The findings were presented at an internal research seminar at the Division of Nursing, Midwifery and Social Work on 19th September 2017, in a presentation entitled Enhancing deaf wellbeing through life story telling: an evidence-based method. In addition to the fellowship’s objective, dissemination and engagement were bolstered by an ESRC IAA grant. This enabled the ER to organise a national workshop on DLSW, which took place at the University of Manchester (UoM) on 20th September 2017.
The ESRC IAA grant enhanced and maximised the impact of the fellowship through disseminating the findings and engaging a broad range of audiences including deaf citizens, health and social care professionals, and third-sector stakeholder organisations. It did this through a sensitisation video and a workshop at the UoM to invite discussion on the app development and seek new knowledge from stakeholders’ perspectives to further the relevance, impact and utility of the DLSW approach.

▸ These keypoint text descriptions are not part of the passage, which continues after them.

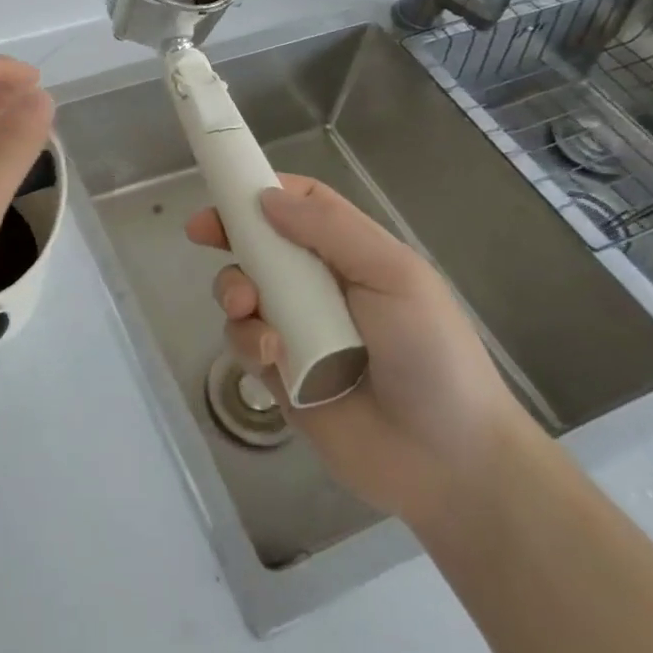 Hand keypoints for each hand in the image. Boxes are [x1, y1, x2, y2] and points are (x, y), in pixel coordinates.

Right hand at [187, 175, 527, 526]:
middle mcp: (318, 285)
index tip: (226, 189)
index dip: (262, 190)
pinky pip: (244, 341)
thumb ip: (331, 229)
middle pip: (260, 243)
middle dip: (229, 234)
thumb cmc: (431, 353)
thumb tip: (266, 197)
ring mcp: (296, 329)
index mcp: (350, 253)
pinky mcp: (279, 373)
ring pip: (242, 290)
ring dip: (233, 289)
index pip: (300, 204)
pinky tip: (270, 354)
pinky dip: (247, 339)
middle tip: (202, 234)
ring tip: (246, 306)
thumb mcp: (394, 275)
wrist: (450, 463)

The workshop was attended by 18 deaf service users, mental health and social work service providers (including deaf professionals), medical staff from mental health hospitals, and therapeutic LSW trainers and practitioners. It led to the first-ever DLSW stakeholder network.
The multilingual video is based on the data and makes the findings immediately accessible to its target beneficiaries, as it is presented in BSL with English subtitles. It forms a reference film for potential users of DLSW and a summary of the researcher’s work during the fellowship. To serve multiple groups with very different language skills, maximise dissemination channels and impact, and pave the way for sustainable training initiatives, three versions (5-minute, 30-minute, and 50-minute) were created. The videos support the impact of the app by demonstrating its use.